Auch in Württemberg war der Einfluss der Turnbewegung groß. Die Kinder kamen durch das Schulturnen und die Turnlehrer mit ihr in Kontakt. In Stuttgart gab es seit 1862 die sogenannte Turnlehrerbildungsanstalt. Die Einführung des regelmäßigen Turnunterrichts wurde maßgeblich durch den Jahn-Schüler Friedrich Wilhelm Klumpp (1790–1868) vorangetrieben und in Württemberg ab 1845 etabliert. Frei-, Ordnungs- und Geräteübungen sowie Spiele bestimmten die körperlichen Übungen der sogenannten Zöglinge. Die zweite prägende Institution war der Turnverein. Beim 1843 gegründeten Männerturnverein Stuttgart wurden ab 1896 auch Kinder aufgenommen.

Die Leitbegriffe der zeitgenössischen Turnlehrbücher wie Ordnung und Gehorsam zeigen, dass der Körper in Einklang mit einem gegebenen Wertesystem gebracht werden sollte.
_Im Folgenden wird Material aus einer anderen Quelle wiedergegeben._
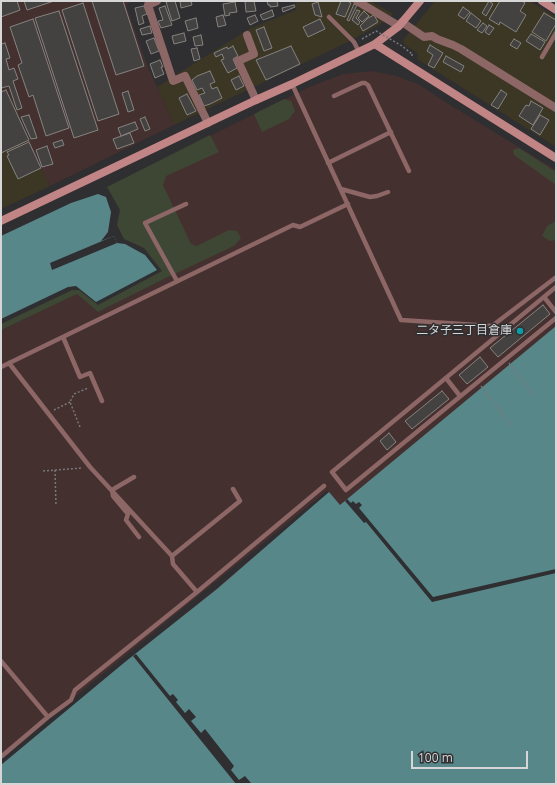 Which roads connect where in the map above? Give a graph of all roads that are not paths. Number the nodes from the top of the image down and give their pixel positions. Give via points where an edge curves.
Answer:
1 (157, 1) edge
2 (357, 1) edge
3 (420, 1) edge
4 (542, 1) edge
5 (556, 10) edge
6 (329, 17) dead end
7 (401, 24) junction
8 (556, 33) edge
9 (247, 35) dead end
10 (375, 44) junction
11 (359, 52) junction
12 (542, 57) dead end
13 (292, 84) junction
14 (334, 96) dead end
15 (256, 100) junction
16 (556, 108) edge
17 (208, 123) junction
18 (391, 132) junction
19 (556, 158) edge
20 (328, 163) junction
21 (409, 171) dead end
22 (341, 189) junction
23 (388, 192) dead end
24 (186, 204) dead end
25 (348, 204) junction
26 (1, 221) edge
27 (554, 278) dead end
28 (177, 281) junction
29 (556, 287) edge
30 (544, 297) junction
31 (556, 312) edge
32 (556, 318) edge
33 (63, 337) junction
34 (9, 363) junction
35 (1, 367) edge
36 (446, 378) junction
37 (460, 396) junction
38 (102, 401) dead end
39 (134, 478) dead end
40 (324, 486) dead end
41 (233, 489) dead end
42 (112, 490) junction
43 (139, 537) dead end
44 (172, 556) junction
45 (197, 592) junction
46 (1, 661) edge
47 (48, 718) junction
48 (2, 756) dead end

1 - 17 street via 148,4 173,81 184,76
2 - 7 street
3 - 7 street
4 - 5 street
6 - 11 lane via 354,42
7 - 10 street
7 - 16 street via 424,37 432,36 461,49
8 - 12 lane
9 - 15 street via 254,54 238,61
10 - 11 street
10 - 19 street
11 - 13 street
13 - 15 street
13 - 20 lane
14 - 18 lane via 365,83
15 - 17 street
17 - 26 street
18 - 20 lane
18 - 21 lane
20 - 22 lane
22 - 23 lane via 370,197
22 - 25 lane
24 - 28 lane via 145,223
25 - 27 lane via 402,320 492,326
25 - 28 lane via 300,227 293,224
28 - 33 lane
29 - 30 lane
30 - 31 lane
30 - 36 lane
32 - 37 lane
33 - 34 lane
33 - 38 lane via 80,377 90,373
34 - 35 lane
34 - 42 lane via 90,467
36 - 37 lane
36 - 37 lane via 332,472 346,490
39 - 42 lane
40 - 45 lane
41 - 44 lane via 240,501
42 - 43 lane via 113,496 128,514 126,520
42 - 44 lane
44 - 45 lane via 172,564
45 - 47 lane via 75,690 71,700
46 - 47 lane
47 - 48 lane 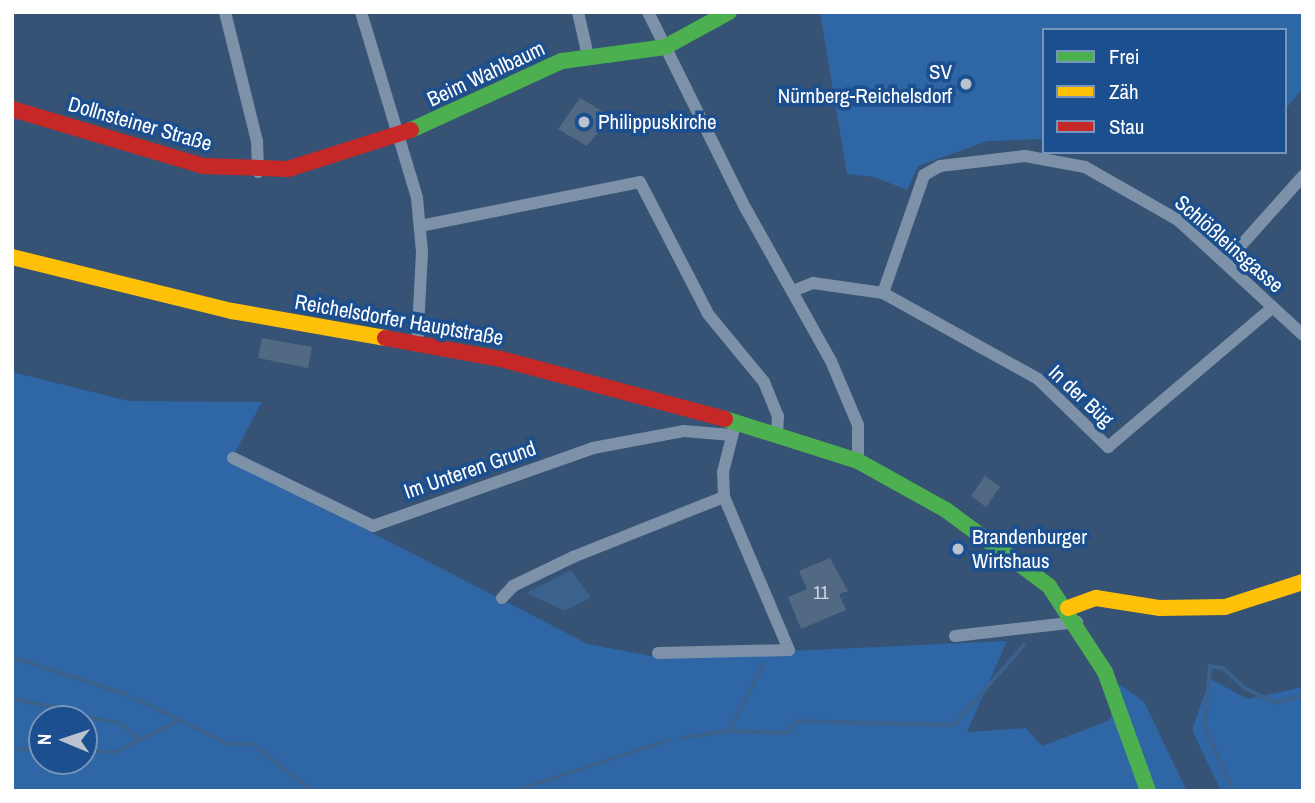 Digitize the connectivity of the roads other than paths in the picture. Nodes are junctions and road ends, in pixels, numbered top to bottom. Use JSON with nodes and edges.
{"nodes":[{"id":1,"x":225,"y":12,"type":"edge"},
{"id":2,"x":361,"y":12,"type":"edge"},
{"id":3,"x":578,"y":12,"type":"edge"},
{"id":4,"x":648,"y":12,"type":"edge"},
{"id":5,"x":729,"y":12,"type":"edge"},
{"id":6,"x":665,"y":47,"type":"junction"},
{"id":7,"x":588,"y":56,"type":"junction"},
{"id":8,"x":12,"y":109,"type":"edge"},
{"id":9,"x":401,"y":134,"type":"junction"},
{"id":10,"x":258,"y":172,"type":"junction"},
{"id":11,"x":1303,"y":176,"type":"edge"},
{"id":12,"x":421,"y":226,"type":"junction"},
{"id":13,"x":12,"y":257,"type":"edge"},
{"id":14,"x":1227,"y":261,"type":"junction"},
{"id":15,"x":793,"y":291,"type":"junction"},
{"id":16,"x":883,"y":293,"type":"junction"},
{"id":17,"x":1273,"y":307,"type":"junction"},
{"id":18,"x":1303,"y":335,"type":"edge"},
{"id":19,"x":417,"y":346,"type":"junction"},
{"id":20,"x":734,"y":429,"type":"junction"},
{"id":21,"x":777,"y":433,"type":"junction"},
{"id":22,"x":233,"y":458,"type":"dead end"},
{"id":23,"x":858,"y":461,"type":"junction"},
{"id":24,"x":724,"y":497,"type":"junction"},
{"id":25,"x":1303,"y":582,"type":"edge"},
{"id":26,"x":502,"y":598,"type":"dead end"},
{"id":27,"x":1072,"y":615,"type":"junction"},
{"id":28,"x":955,"y":636,"type":"dead end"},
{"id":29,"x":658,"y":653,"type":"dead end"},
{"id":30,"x":1148,"y":791,"type":"edge"}],
"edges":[{"from":1,"to":10,"type":"street"},
{"from":2,"to":9,"type":"street"},
{"from":3,"to":7,"type":"street"},
{"from":4,"to":6,"type":"street"},
{"from":5,"to":6,"type":"main road","name":"Beim Wahlbaum"},
{"from":6,"to":7,"type":"main road","name":"Beim Wahlbaum"},
{"from":6,"to":15,"type":"street"},
{"from":7,"to":9,"type":"main road","name":"Beim Wahlbaum"},
{"from":8,"to":10,"type":"main road","name":"Dollnsteiner Straße"},
{"from":9,"to":10,"type":"main road","name":"Beim Wahlbaum"},
{"from":9,"to":12,"type":"street"},
{"from":11,"to":14,"type":"street"},
{"from":12,"to":19,"type":"street"},
{"from":12,"to":21,"type":"street"},
{"from":13,"to":19,"type":"main road","name":"Reichelsdorfer Hauptstraße"},
{"from":14,"to":16,"type":"street","name":"Schlößleinsgasse"},
{"from":14,"to":17,"type":"street","name":"Schlößleinsgasse"},
{"from":15,"to":16,"type":"street","name":"In der Büg"},
{"from":15,"to":23,"type":"street"},
{"from":16,"to":17,"type":"street","name":"In der Büg"},
{"from":17,"to":18,"type":"street","name":"Schlößleinsgasse"},
{"from":19,"to":20,"type":"main road","name":"Reichelsdorfer Hauptstraße"},
{"from":20,"to":21,"type":"main road","name":"Reichelsdorfer Hauptstraße"},
{"from":20,"to":22,"type":"street","name":"Im Unteren Grund"},
{"from":20,"to":24,"type":"street"},
{"from":21,"to":23,"type":"main road","name":"Reichelsdorfer Hauptstraße"},
{"from":23,"to":27,"type":"main road","name":"Reichelsdorfer Hauptstraße"},
{"from":24,"to":26,"type":"street"},
{"from":24,"to":29,"type":"street"},
{"from":25,"to":27,"type":"main road"},
{"from":27,"to":28,"type":"street"},
{"from":27,"to":30,"type":"main road","name":"Reichelsdorfer Hauptstraße"}]}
Ein Grundproblem war, dass die Übungen des Erwachsenenturnens auf die Kinder angewandt wurden. Hermann Hesse (1877–1962) berichtete 1891 in einem Brief an seine Eltern über das Turnen am Maulbronner Seminar: Im Turnen kann man nicht am Leben bleiben, wenn man allen Befehlen folgt.

Die durch ältere Honoratioren bestimmten Turnvereine erhielten nach 1900 durch die Spielebewegung verstärkt Konkurrenz. Besonders die Fußballvereine wurden durch Jugendliche und junge Erwachsene geprägt und waren entsprechend populär. Nach 1945 hatte sich der Kindersport endgültig etabliert. Jedoch wurden einerseits der zunehmende Medienkonsum und der allgemeine Bewegungsmangel der Kinder kritisiert, andererseits aber auch vor einem übersteigerten Leistungsprinzip im Sport gewarnt. Diesen Entwicklungen begegnete der langjährige Landeskinderturnwart des Schwäbischen Turnerbunds Adolf Kofink (1905–1996) mit der Einführung des Mutter-Kind-Turnens und der Gaukinderturnfeste.

Bis heute werden die vielfältigen Sportangebote für Kinder maßgeblich durch die ehrenamtlich organisierten Vereine getragen. Nicht zu vergessen sind zudem die Jugendlichen, die unabhängig vom Vereinssport ihren Freizeitaktivitäten nachgehen. Aber auch die Schattenseiten wie Doping, sexuelle Übergriffe und Gewalt sowie die Kommerzialisierung gehören zur Geschichte des modernen Kinder- und Jugendsports.

Markus Friedrich

Quelle: Archivnachrichten 55 (2017), S. 20-21.